Au Théâtre des Champs Élysées, le triomphe de Werther

Le chef Arturo Toscanini avait coutume de dire que, pour Le Trouvère de Verdi, il suffisait d’avoir les quatre meilleurs chanteurs du monde. S’agissant de Werther, on peut diviser par deux : pour réussir le chef-d’œuvre de Massenet, il faut un couple capable d’entrer dans la légende. Mission accomplie au Théâtre des Champs-Élysées !

Notre dernier duo mythique avait été celui de Jonas Kaufmann et Sophie Koch à l’Opéra Bastille, en 2010. Voici aujourd’hui Benjamin Bernheim et Marina Viotti, qui jettent un autre regard sur cet opéra aux teintes mélancoliques vénéneuses. Avec une finesse et une élégance rares, ils quittent les rives du romantisme passionnel pour entrer dans le huis clos psychologique et familial imaginé par le metteur en scène Christof Loy.
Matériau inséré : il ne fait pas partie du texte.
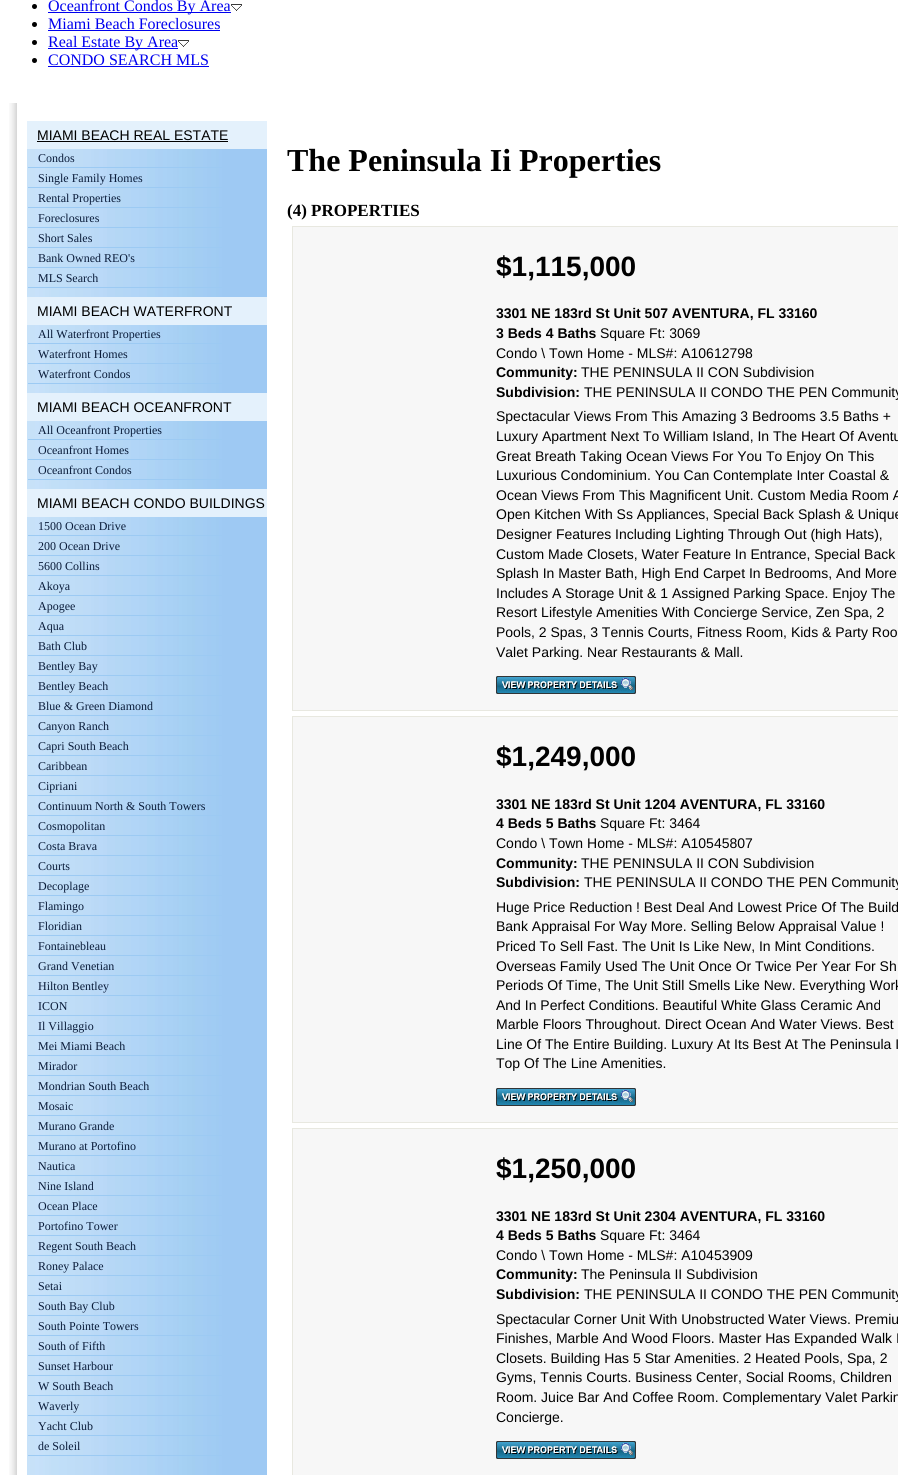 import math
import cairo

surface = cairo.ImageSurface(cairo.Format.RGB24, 898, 1475)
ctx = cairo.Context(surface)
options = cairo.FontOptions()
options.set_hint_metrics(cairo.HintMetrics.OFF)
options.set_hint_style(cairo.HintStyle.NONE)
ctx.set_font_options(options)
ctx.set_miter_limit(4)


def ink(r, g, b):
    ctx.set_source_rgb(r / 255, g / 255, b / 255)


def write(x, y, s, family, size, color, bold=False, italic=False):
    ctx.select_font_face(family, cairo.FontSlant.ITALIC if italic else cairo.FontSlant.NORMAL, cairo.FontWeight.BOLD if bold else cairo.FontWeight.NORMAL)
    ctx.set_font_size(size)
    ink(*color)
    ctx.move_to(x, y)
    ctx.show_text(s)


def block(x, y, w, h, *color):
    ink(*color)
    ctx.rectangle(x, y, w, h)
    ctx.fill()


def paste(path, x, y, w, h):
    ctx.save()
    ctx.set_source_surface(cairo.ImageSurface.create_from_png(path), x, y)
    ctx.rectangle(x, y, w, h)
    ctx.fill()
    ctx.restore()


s1 = dict(family="Liberation Serif", size=16, color=(0, 0, 238))
s2 = dict(family="Liberation Sans", size=14, color=(0, 0, 0))
s3 = dict(family="Liberation Serif", size=12, color=(9, 27, 57))
s4 = dict(family="Liberation Serif", size=32, color=(0, 0, 0), bold=True)
s5 = dict(family="Liberation Serif", size=17, color=(0, 0, 0), bold=True)
s6 = dict(family="Liberation Sans", size=28, color=(0, 0, 0), bold=True)
s7 = dict(family="Liberation Sans", size=14, color=(0, 0, 0), bold=True)

ink(255, 255, 255)
ctx.paint()
ink(0, 0, 0)
ctx.arc(34.5, 6.5, 2.5, 0, 2 * math.pi)
ctx.fill()
block(48, 12, 183, 1, 0, 0, 238)
write(48, 11, "Oceanfront Condos By Area", **s1)
paste("pic1.png", 231, 4, 11, 7)
ink(0, 0, 0)
ctx.arc(34.5, 24.5, 2.5, 0, 2 * math.pi)
ctx.fill()
write(48, 29, "Miami Beach Foreclosures", **s1)
block(48, 30, 172, 1, 0, 0, 238)
ink(0, 0, 0)
ctx.new_path()
ctx.arc(34.5, 42.5, 2.5, 0, 2 * math.pi)
ctx.fill()
block(48, 48, 130, 1, 0, 0, 238)
write(48, 47, "Real Estate By Area", **s1)
paste("pic1.png", 178, 40, 11, 7)
ink(0, 0, 0)
ctx.arc(34.5, 60.5, 2.5, 0, 2 * math.pi)
ctx.fill()
write(48, 65, "CONDO SEARCH MLS", **s1)
block(48, 66, 161, 1, 0, 0, 238)
paste("pic2.png", 9, 103, 8, 1372)
paste("pic3.png", 27, 149, 240, 1326)
block(27, 121, 240, 28, 228, 241, 252)
write(37, 140, "MIAMI BEACH REAL ESTATE", **s2)
block(37, 141, 191, 1, 0, 0, 0)
block(28, 167, 194, 1, 156, 202, 243)
write(38, 162, "Condos", **s3)
block(28, 187, 194, 1, 156, 202, 243)
write(38, 182, "Single Family Homes", **s3)
block(28, 207, 194, 1, 156, 202, 243)
write(38, 202, "Rental Properties", **s3)
block(28, 227, 194, 1, 156, 202, 243)
write(38, 222, "Foreclosures", **s3)
block(28, 247, 194, 1, 156, 202, 243)
write(38, 242, "Short Sales", **s3)
block(28, 267, 194, 1, 156, 202, 243)
write(38, 262, "Bank Owned REO's", **s3)
block(28, 287, 194, 1, 156, 202, 243)
write(38, 282, "MLS Search", **s3)
block(27, 297, 240, 28, 228, 241, 252)
write(37, 316, "MIAMI BEACH WATERFRONT", **s2)
block(28, 343, 194, 1, 156, 202, 243)
write(38, 338, "All Waterfront Properties", **s3)
block(28, 363, 194, 1, 156, 202, 243)
write(38, 358, "Waterfront Homes", **s3)
block(28, 383, 194, 1, 156, 202, 243)
write(38, 378, "Waterfront Condos", **s3)
block(27, 393, 240, 28, 228, 241, 252)
write(37, 412, "MIAMI BEACH OCEANFRONT", **s2)
block(28, 439, 194, 1, 156, 202, 243)
write(38, 434, "All Oceanfront Properties", **s3)
block(28, 459, 194, 1, 156, 202, 243)
write(38, 454, "Oceanfront Homes", **s3)
block(28, 479, 194, 1, 156, 202, 243)
write(38, 474, "Oceanfront Condos", **s3)
block(27, 489, 240, 28, 228, 241, 252)
write(37, 508, "MIAMI BEACH CONDO BUILDINGS", **s2)
block(28, 535, 194, 1, 156, 202, 243)
write(38, 530, "1500 Ocean Drive", **s3)
block(28, 555, 194, 1, 156, 202, 243)
write(38, 550, "200 Ocean Drive", **s3)
block(28, 575, 194, 1, 156, 202, 243)
write(38, 570, "5600 Collins", **s3)
block(28, 595, 194, 1, 156, 202, 243)
write(38, 590, "Akoya", **s3)
block(28, 615, 194, 1, 156, 202, 243)
write(38, 610, "Apogee", **s3)
block(28, 635, 194, 1, 156, 202, 243)
write(38, 630, "Aqua", **s3)
block(28, 655, 194, 1, 156, 202, 243)
write(38, 650, "Bath Club", **s3)
block(28, 675, 194, 1, 156, 202, 243)
write(38, 670, "Bentley Bay", **s3)
block(28, 695, 194, 1, 156, 202, 243)
write(38, 690, "Bentley Beach", **s3)
block(28, 715, 194, 1, 156, 202, 243)
write(38, 710, "Blue & Green Diamond", **s3)
block(28, 735, 194, 1, 156, 202, 243)
write(38, 730, "Canyon Ranch", **s3)
block(28, 755, 194, 1, 156, 202, 243)
write(38, 750, "Capri South Beach", **s3)
block(28, 775, 194, 1, 156, 202, 243)
write(38, 770, "Caribbean", **s3)
block(28, 795, 194, 1, 156, 202, 243)
write(38, 790, "Cipriani", **s3)
block(28, 815, 194, 1, 156, 202, 243)
write(38, 810, "Continuum North & South Towers", **s3)
block(28, 835, 194, 1, 156, 202, 243)
write(38, 830, "Cosmopolitan", **s3)
block(28, 855, 194, 1, 156, 202, 243)
write(38, 850, "Costa Brava", **s3)
block(28, 875, 194, 1, 156, 202, 243)
write(38, 870, "Courts", **s3)
block(28, 895, 194, 1, 156, 202, 243)
write(38, 890, "Decoplage", **s3)
block(28, 915, 194, 1, 156, 202, 243)
write(38, 910, "Flamingo", **s3)
block(28, 935, 194, 1, 156, 202, 243)
write(38, 930, "Floridian", **s3)
block(28, 955, 194, 1, 156, 202, 243)
write(38, 950, "Fontainebleau", **s3)
block(28, 975, 194, 1, 156, 202, 243)
write(38, 970, "Grand Venetian", **s3)
block(28, 995, 194, 1, 156, 202, 243)
write(38, 990, "Hilton Bentley", **s3)
block(28, 1015, 194, 1, 156, 202, 243)
write(38, 1010, "ICON", **s3)
block(28, 1035, 194, 1, 156, 202, 243)
write(38, 1030, "Il Villaggio", **s3)
block(28, 1055, 194, 1, 156, 202, 243)
write(38, 1050, "Mei Miami Beach", **s3)
block(28, 1075, 194, 1, 156, 202, 243)
write(38, 1070, "Mirador", **s3)
block(28, 1095, 194, 1, 156, 202, 243)
write(38, 1090, "Mondrian South Beach", **s3)
block(28, 1115, 194, 1, 156, 202, 243)
write(38, 1110, "Mosaic", **s3)
block(28, 1135, 194, 1, 156, 202, 243)
write(38, 1130, "Murano Grande", **s3)
block(28, 1155, 194, 1, 156, 202, 243)
write(38, 1150, "Murano at Portofino", **s3)
block(28, 1175, 194, 1, 156, 202, 243)
write(38, 1170, "Nautica", **s3)
block(28, 1195, 194, 1, 156, 202, 243)
write(38, 1190, "Nine Island", **s3)
block(28, 1215, 194, 1, 156, 202, 243)
write(38, 1210, "Ocean Place", **s3)
block(28, 1235, 194, 1, 156, 202, 243)
write(38, 1230, "Portofino Tower", **s3)
block(28, 1255, 194, 1, 156, 202, 243)
write(38, 1250, "Regent South Beach", **s3)
block(28, 1275, 194, 1, 156, 202, 243)
write(38, 1270, "Roney Palace", **s3)
block(28, 1295, 194, 1, 156, 202, 243)
write(38, 1290, "Setai", **s3)
block(28, 1315, 194, 1, 156, 202, 243)
write(38, 1310, "South Bay Club", **s3)
block(28, 1335, 194, 1, 156, 202, 243)
write(38, 1330, "South Pointe Towers", **s3)
block(28, 1355, 194, 1, 156, 202, 243)
write(38, 1350, "South of Fifth", **s3)
block(28, 1375, 194, 1, 156, 202, 243)
write(38, 1370, "Sunset Harbour", **s3)
block(28, 1395, 194, 1, 156, 202, 243)
write(38, 1390, "W South Beach", **s3)
block(28, 1415, 194, 1, 156, 202, 243)
write(38, 1410, "Waverly", **s3)
block(28, 1435, 194, 1, 156, 202, 243)
write(38, 1430, "Yacht Club", **s3)
block(28, 1455, 194, 1, 156, 202, 243)
write(38, 1450, "de Soleil", **s3)
write(287, 171, "The Peninsula Ii Properties", **s4)
write(287, 216, "(4) PROPERTIES", **s5)
ink(247, 247, 247)
ctx.rectangle(292.5, 226.5, 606, 484)
ctx.fill_preserve()
ink(232, 232, 224)
ctx.set_line_width(1)
ctx.stroke()
write(496, 276, "$1,115,000", **s6)
write(496, 318, "3301 NE 183rd St Unit 507 AVENTURA, FL 33160", **s7)
write(496, 338, "3 Beds 4 Baths", **s7)
write(600, 338, "Square Ft: 3069", **s2)
write(496, 358, "Condo \\ Town Home - MLS#: A10612798", **s2)
write(496, 377, "Community:", **s7)
write(581, 377, "THE PENINSULA II CON Subdivision", **s2)
write(496, 397, "Subdivision:", **s7)
write(584, 397, "THE PENINSULA II CONDO THE PEN Community", **s2)
write(496, 421, "Spectacular Views From This Amazing 3 Bedrooms 3.5 Baths +", **s2)
write(496, 441, "Luxury Apartment Next To William Island, In The Heart Of Aventu", **s2)
write(496, 461, "Great Breath Taking Ocean Views For You To Enjoy On This", **s2)
write(496, 480, "Luxurious Condominium. You Can Contemplate Inter Coastal &", **s2)
write(496, 500, "Ocean Views From This Magnificent Unit. Custom Media Room A", **s2)
write(496, 519, "Open Kitchen With Ss Appliances, Special Back Splash & Unique", **s2)
write(496, 539, "Designer Features Including Lighting Through Out (high Hats),", **s2)
write(496, 559, "Custom Made Closets, Water Feature In Entrance, Special Back", **s2)
write(496, 578, "Splash In Master Bath, High End Carpet In Bedrooms, And More", **s2)
write(496, 598, "Includes A Storage Unit & 1 Assigned Parking Space. Enjoy The", **s2)
write(496, 617, "Resort Lifestyle Amenities With Concierge Service, Zen Spa, 2", **s2)
write(496, 637, "Pools, 2 Spas, 3 Tennis Courts, Fitness Room, Kids & Party Roo", **s2)
write(496, 657, "Valet Parking. Near Restaurants & Mall.", **s2)
paste("pic4.png", 496, 676, 140, 18)
ink(247, 247, 247)
ctx.rectangle(292.5, 716.5, 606, 406)
ctx.fill_preserve()
ink(232, 232, 224)
ctx.stroke()
write(496, 766, "$1,249,000", **s6)
write(496, 809, "3301 NE 183rd St Unit 1204 AVENTURA, FL 33160", **s7)
write(496, 828, "4 Beds 5 Baths", **s7)
write(600, 828, "Square Ft: 3464", **s2)
write(496, 848, "Condo \\ Town Home - MLS#: A10545807", **s2)
write(496, 868, "Community:", **s7)
write(581, 868, "THE PENINSULA II CON Subdivision", **s2)
write(496, 887, "Subdivision:", **s7)
write(584, 887, "THE PENINSULA II CONDO THE PEN Community", **s2)
write(496, 912, "Huge Price Reduction ! Best Deal And Lowest Price Of The Build", **s2)
write(496, 931, "Bank Appraisal For Way More. Selling Below Appraisal Value !", **s2)
write(496, 951, "Priced To Sell Fast. The Unit Is Like New, In Mint Conditions.", **s2)
write(496, 971, "Overseas Family Used The Unit Once Or Twice Per Year For Sh", **s2)
write(496, 990, "Periods Of Time, The Unit Still Smells Like New. Everything Work", **s2)
write(496, 1010, "And In Perfect Conditions. Beautiful White Glass Ceramic And", **s2)
write(496, 1029, "Marble Floors Throughout. Direct Ocean And Water Views. Best", **s2)
write(496, 1049, "Line Of The Entire Building. Luxury At Its Best At The Peninsula I", **s2)
write(496, 1068, "Top Of The Line Amenities.", **s2)
paste("pic4.png", 496, 1088, 140, 18)
ink(247, 247, 247)
ctx.rectangle(292.5, 1128.5, 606, 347)
ctx.fill_preserve()
ink(232, 232, 224)
ctx.stroke()
write(496, 1178, "$1,250,000", **s6)
write(496, 1221, "3301 NE 183rd St Unit 2304 AVENTURA, FL 33160", **s7)
write(496, 1240, "4 Beds 5 Baths", **s7)
write(600, 1240, "Square Ft: 3464", **s2)
write(496, 1260, "Condo \\ Town Home - MLS#: A10453909", **s2)
write(496, 1279, "Community:", **s7)
write(581, 1279, "The Peninsula II Subdivision", **s2)
write(496, 1299, "Subdivision:", **s7)
write(584, 1299, "THE PENINSULA II CONDO THE PEN Community", **s2)
write(496, 1324, "Spectacular Corner Unit With Unobstructed Water Views. Premiu", **s2)
write(496, 1343, "Finishes, Marble And Wood Floors. Master Has Expanded Walk I", **s2)
write(496, 1363, "Closets. Building Has 5 Star Amenities. 2 Heated Pools, Spa, 2", **s2)
write(496, 1382, "Gyms, Tennis Courts. Business Center, Social Rooms, Children", **s2)
write(496, 1402, "Room. Juice Bar And Coffee Room. Complementary Valet Parkin", **s2)
write(496, 1422, "Concierge.", **s2)
paste("pic4.png", 496, 1441, 140, 18)
surface.write_to_png("screenshot.png")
Un portrait inséparable de leurs identités vocales, plus lyriques, moins héroïques.

À la voix sombre, barytonnante, voilée de Kaufmann succèdent le timbre clair, l’émission haute, la diction évidente de Benjamin Bernheim. La mezza voce est d’un raffinement confondant, et si les élans lyriques l’amènent parfois à claironner un peu trop, c’est peut-être à mettre sur le compte de la caisse de résonance constituée par un décor très fermé (qui vaut toujours mieux que le plateau ouvert aux quatre vents du Pelléas de la Bastille…).

Une Charlotte plus proche de nous

Aux côtés de ce Werther intellectuel et égoïste, on est frappé par la dignité que Marina Viotti apporte au rôle de Charlotte, jusque dans la blessure. Elle n’est pas le contralto dramatique auquel on est habitué, mais un mezzo clair, homogène, à l’aise dans l’aigu, ce qui humanise le personnage, le rend proche de nous. Y compris par son chant intense mais sans pathos, sous le signe du naturel. Cela vaudra aux deux un tonnerre d’applaudissements.

Dans la production de Christof Loy, les autres sont plus exposés que d’ordinaire, puisque tout s’y passe dans la maison du bailli, y compris la scène finale, Albert et Sophie assistant à la mort de Werther. Sophie est omniprésente, la mise en scène insistant sur sa jalousie envers sa grande sœur : c’est même elle qui annonce le retour d’Albert ! Jean-Sébastien Bou est crédible en cocu un peu falot, Sandra Hamaoui l’est aussi en petite sœur négligée, même si son air est encore un peu scolaire. Marc Scoffoni, Rodolphe Briand, Yuri Kissin font une galerie de portraits aussi plaisante que les enfants de la Maîtrise des Hauts-de-Seine.

Les bonnes idées de la mise en scène ont pour revers une froideur et un dépouillement un peu confinés, qui ont tendance à réduire la focale. On n’en dira pas autant de la direction de Marc Leroy-Calatayud, chez qui l’on sent à tout moment amour et connaissance de cette musique si riche et personnelle. Il tire des instruments d’époque de l’orchestre Les Siècles des couleurs très justes, aussi bien dans leur franchise un peu crue que dans les subtils mélanges de timbres imaginés par ce coloriste de l’orchestre qu’était Massenet. On n’oubliera pas le saxophone entêtant de Sylvain Malézieux !

Théâtre des Champs-Élysées, jusqu’au 6 avril, diffusion sur France Musique le 10 mai.